Desgraça pouca é bobagem, dirá o consumidor de notícias, exausto com as duas últimas semanas. Como lembrou recentemente o comediante Jon Stewart, a presidência é para exaurir o presidente, não o público.
Não tema, leitor, a coluna a seguir não será um sumário-lamento sobre o caos que emana de Washington. Se não posso oferecer o escapismo de um dueto de Ginger Rogers e Fred Astaire, ofereço aqui um rol de fatos. Sim, fatos para consolar quem se sente como Alice depois de escorregar na toca do coelho e ir parar numa distopia de Cormac McCarthy.
Embora a paz no Oriente Médio continue uma miragem, nos Estados Unidos, há uma aliança sem precedentes entre grupos judeus e muçulmanos, reforçada pela lei que suspendeu a entrada de refugiados sírios. Inúmeras sinagogas patrocinam com doações e trabalho voluntário famílias de refugiados.

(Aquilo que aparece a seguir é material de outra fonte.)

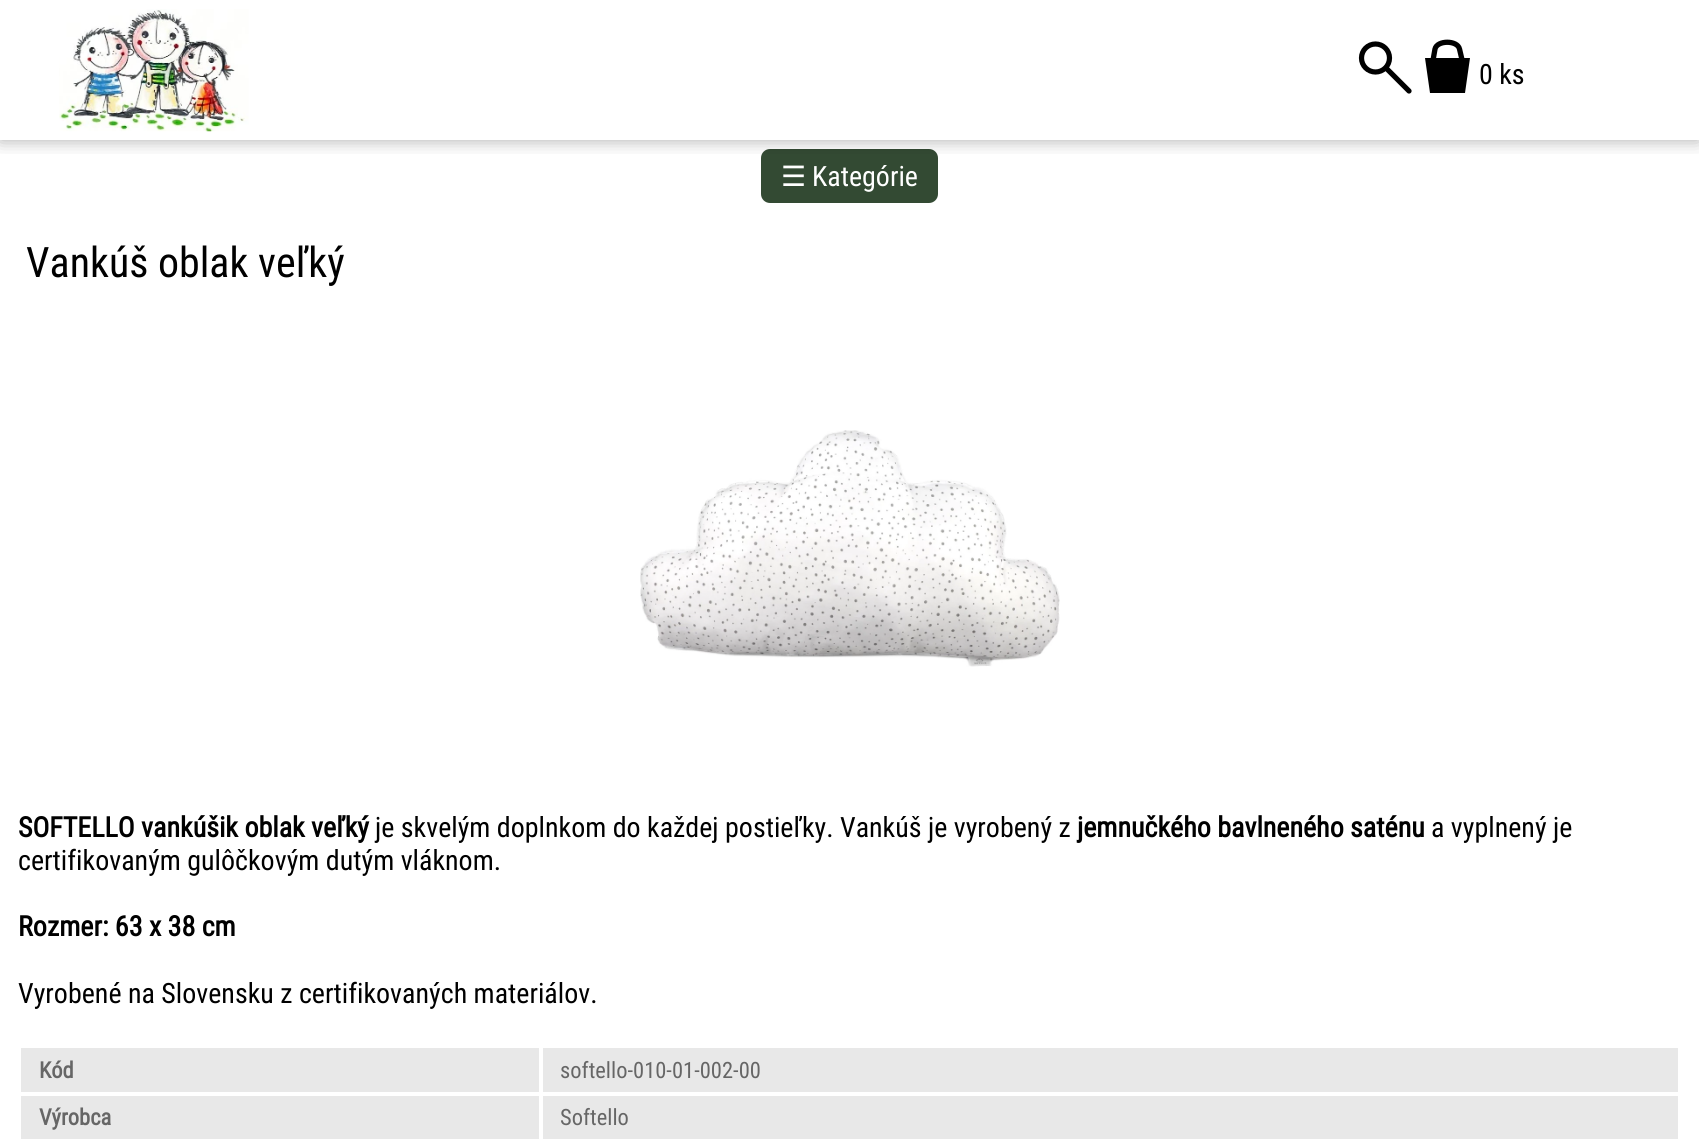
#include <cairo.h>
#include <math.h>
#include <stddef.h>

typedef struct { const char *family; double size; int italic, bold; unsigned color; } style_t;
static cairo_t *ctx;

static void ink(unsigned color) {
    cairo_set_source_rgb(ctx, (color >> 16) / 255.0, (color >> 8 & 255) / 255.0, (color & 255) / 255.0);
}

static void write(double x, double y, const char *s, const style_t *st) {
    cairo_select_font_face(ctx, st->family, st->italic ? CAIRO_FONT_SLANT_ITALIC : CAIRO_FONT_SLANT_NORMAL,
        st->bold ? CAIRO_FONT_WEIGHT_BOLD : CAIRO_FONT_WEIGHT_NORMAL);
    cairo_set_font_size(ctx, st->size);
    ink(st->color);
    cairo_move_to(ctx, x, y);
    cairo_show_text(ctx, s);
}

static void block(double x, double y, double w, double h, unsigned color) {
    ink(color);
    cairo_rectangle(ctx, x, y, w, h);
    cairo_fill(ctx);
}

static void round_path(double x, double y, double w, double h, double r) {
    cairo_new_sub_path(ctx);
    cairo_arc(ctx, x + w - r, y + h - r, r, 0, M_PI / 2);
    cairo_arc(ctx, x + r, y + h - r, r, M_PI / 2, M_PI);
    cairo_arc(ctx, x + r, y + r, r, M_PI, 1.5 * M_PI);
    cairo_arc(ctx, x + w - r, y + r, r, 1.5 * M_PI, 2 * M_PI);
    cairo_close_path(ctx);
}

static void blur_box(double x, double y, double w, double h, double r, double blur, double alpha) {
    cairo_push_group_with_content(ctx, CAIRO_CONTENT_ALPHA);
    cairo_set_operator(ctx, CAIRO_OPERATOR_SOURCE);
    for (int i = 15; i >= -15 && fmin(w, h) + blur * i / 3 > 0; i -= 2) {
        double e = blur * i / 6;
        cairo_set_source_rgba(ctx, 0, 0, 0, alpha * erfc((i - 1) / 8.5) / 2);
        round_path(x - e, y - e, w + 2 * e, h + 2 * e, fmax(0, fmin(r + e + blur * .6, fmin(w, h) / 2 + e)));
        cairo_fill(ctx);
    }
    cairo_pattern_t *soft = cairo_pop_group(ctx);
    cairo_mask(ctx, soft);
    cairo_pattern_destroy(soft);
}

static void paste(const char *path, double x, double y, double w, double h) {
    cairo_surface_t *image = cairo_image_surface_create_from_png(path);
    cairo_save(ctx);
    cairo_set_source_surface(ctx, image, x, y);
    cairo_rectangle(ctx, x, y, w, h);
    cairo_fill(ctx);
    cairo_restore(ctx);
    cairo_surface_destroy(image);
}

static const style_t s1 = {"Roboto Condensed", 28, 0, 0, 0x000000};
static const style_t s2 = {"DejaVu Sans", 28, 0, 0, 0xffffff};
static const style_t s3 = {"Roboto Condensed", 28, 0, 0, 0xffffff};
static const style_t s4 = {"Roboto Condensed", 42, 0, 0, 0x000000};
static const style_t s5 = {"Roboto Condensed", 28, 0, 1, 0x000000};
static const style_t s6 = {"Roboto Condensed", 22.5, 0, 1, 0x666666};
static const style_t s7 = {"Roboto Condensed", 22.5, 0, 0, 0x666666};

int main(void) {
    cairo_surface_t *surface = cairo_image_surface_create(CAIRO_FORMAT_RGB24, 1699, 1143);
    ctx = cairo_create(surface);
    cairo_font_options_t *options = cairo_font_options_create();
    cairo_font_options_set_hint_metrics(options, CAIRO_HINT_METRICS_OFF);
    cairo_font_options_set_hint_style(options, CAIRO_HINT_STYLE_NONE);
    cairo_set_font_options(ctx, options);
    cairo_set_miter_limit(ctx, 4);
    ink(0xffffff);
    cairo_paint(ctx);
    ink(0x334a33);
    round_path(762, 150, 175, 52, 8);
    cairo_fill_preserve(ctx);
    cairo_stroke(ctx);
    cairo_save(ctx);
    cairo_rectangle(ctx, 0, 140, 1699, 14);
    cairo_clip(ctx);
    ink(0x000000);
    blur_box(0, 0, 1699, 140, 0, 9, 0.33);
    cairo_restore(ctx);
    paste("pic1.png", 59, 9, 190, 123);
    cairo_arc(ctx, 1375.5, 58, 14, 0, 2 * M_PI);
    ink(0x000000);
    cairo_set_line_width(ctx, 5.2);
    cairo_stroke(ctx);
    cairo_new_path(ctx);
    cairo_move_to(ctx, 1386, 68);
    cairo_line_to(ctx, 1409, 91);
    cairo_set_line_cap(ctx, CAIRO_LINE_CAP_ROUND);
    cairo_stroke(ctx);
    cairo_new_path(ctx);
    cairo_move_to(ctx, 1425, 58);
    cairo_line_to(ctx, 1430, 93);
    cairo_line_to(ctx, 1465, 93);
    cairo_line_to(ctx, 1470, 58);
    cairo_close_path(ctx);
    cairo_fill(ctx);
    cairo_new_path(ctx);
    cairo_move_to(ctx, 1433.5, 57.5);
    cairo_line_to(ctx, 1435, 49);
    cairo_curve_to(ctx, 1437, 40, 1457.5, 40, 1459.5, 49);
    cairo_line_to(ctx, 1461.5, 57.5);
    cairo_set_line_width(ctx, 5.3);
    cairo_set_line_cap(ctx, CAIRO_LINE_CAP_SQUARE);
    cairo_stroke(ctx);
    write(1479, 84, "0 ks", &s1);
    write(781, 186, "☰", &s2);
    write(812, 186, "Kategórie", &s3);
    write(26, 277, "Vankúš oblak veľký", &s4);
    paste("pic2.png", 640, 430, 420, 237);
    write(18, 837, "SOFTELLO vankúšik oblak veľký", &s5);
    write(375, 837, "je skvelým doplnkom do každej postieľky. Vankúš je vyrobený z", &s1);
    write(1077, 837, "jemnučkého bavlneného saténu", &s5);
    write(1431, 837, "a vyplnený je", &s1);
    write(18, 870, "certifikovaným gulôčkovým dutým vláknom.", &s1);
    write(18, 936, "Rozmer: 63 x 38 cm", &s5);
    write(18, 1003, "Vyrobené na Slovensku z certifikovaných materiálov.", &s1);
    block(21, 1048, 518, 44, 0xe8e8e8);
    write(39, 1078, "Kód", &s6);
    block(543, 1048, 1135, 44, 0xe8e8e8);
    write(560, 1078, "softello-010-01-002-00", &s7);
    block(21, 1096, 518, 43, 0xe8e8e8);
    write(39, 1125, "Výrobca", &s6);
    block(543, 1096, 1135, 43, 0xe8e8e8);
    write(560, 1125, "Softello", &s7);
    cairo_surface_write_to_png(surface, "screenshot.png");
    cairo_font_options_destroy(options);
    cairo_destroy(ctx);
    cairo_surface_destroy(surface);
    return 0;
}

O diretor da Anti-Defamation League em Nova York, a mais antiga ONG internacional judaica de direitos civis, prometeu se registrar como muçulmano, caso o governo federal cumpra a ameaça de criar um registro de muçulmanos nos EUA.
O jornal New York Times comemorou, na semana passada, o maior número de novos assinantes num trimestre desde que instituiu a paywall, cobrando por acesso ao website, em 2011. O controverso assessor da Casa Branca Steve Bannon deixou claro que ia apoiar a campanha da ultradireitista Marine Le Pen através de seu site extremista Breitbart News. Mas um estudante francês de 22 anos saiu na frente e comprou versões do domínio britbart.fr para neutralizar a influência dos nacionalistas brancos ianques na França.
As listas de best-sellers nos EUA foram tomadas de assalto por literatura de ficção e não ficção da melhor qualidade. Sim, são novelas distópicas como o campeão 1984, de George Orwell e também Admirável Mundo Novo, de Aldous Huxley ou o formidável As Origens do Totalitarismo, em que Hannah Arendt examina a história de regimes autoritários até o stalinismo.
Nas 48 horas seguintes à ordem executiva que baniu a entrada de imigrantes de sete países nos EUA, no momento suspensa por ordem judicial, American Civil Liberties Union recebeu mais de US$ 24 milhões em doações online. A média anual de doações online à ACLU era de US$ 4 milhões. A organização de direitos civis foi fundada há quase cem anos e está na linha de frente de ações judiciais para defender imigrantes e refugiados das novas medidas federais.
Há dezenas de novas iniciativas para atrair céticos para a vida pública. Um dos últimos apelos de Barack Obama, ao se despedir, foi: Se estão decepcionados com os políticos eleitos, vão se candidatar. A Emily’s List, maior organização democrata de promoção da participação política feminina, reuniu 500 mulheres ao final da grande marcha em Washington, no dia 21 de janeiro, para ensinar o beabá de concorrer a cargos eletivos locais e regionais. Pesquisas têm mostrado que, embora o número de mulheres no Congresso, em prefeituras e governos estaduais continue baixo, quando elas se candidatam se elegem e reelegem com margem de vitória semelhante à de candidatos homens.
E os millennials, a geração blasé dos 18 aos 29, acusada de individualismo e obsessão com políticas de identidade? Entre os millennials, 55% votaram em Hillary Clinton, contra 37% em Donald Trump. Mas uma nova pesquisa mostra expressivo aumento de disposição destes jovens para a vida pública depois da eleição presidencial de novembro.
Até a pequena Romênia nos dá motivo para um momento Pollyanna. Depois dos maiores protestos desde a queda do ditador comunista Nicolae Ceausescu, em 1989, os romenos acabam de forçar o governo a cancelar um decreto que ia aliviar a barra de políticos em casos de corrupção. Fica aqui a minha modesta contribuição para a editoria do copo meio cheio.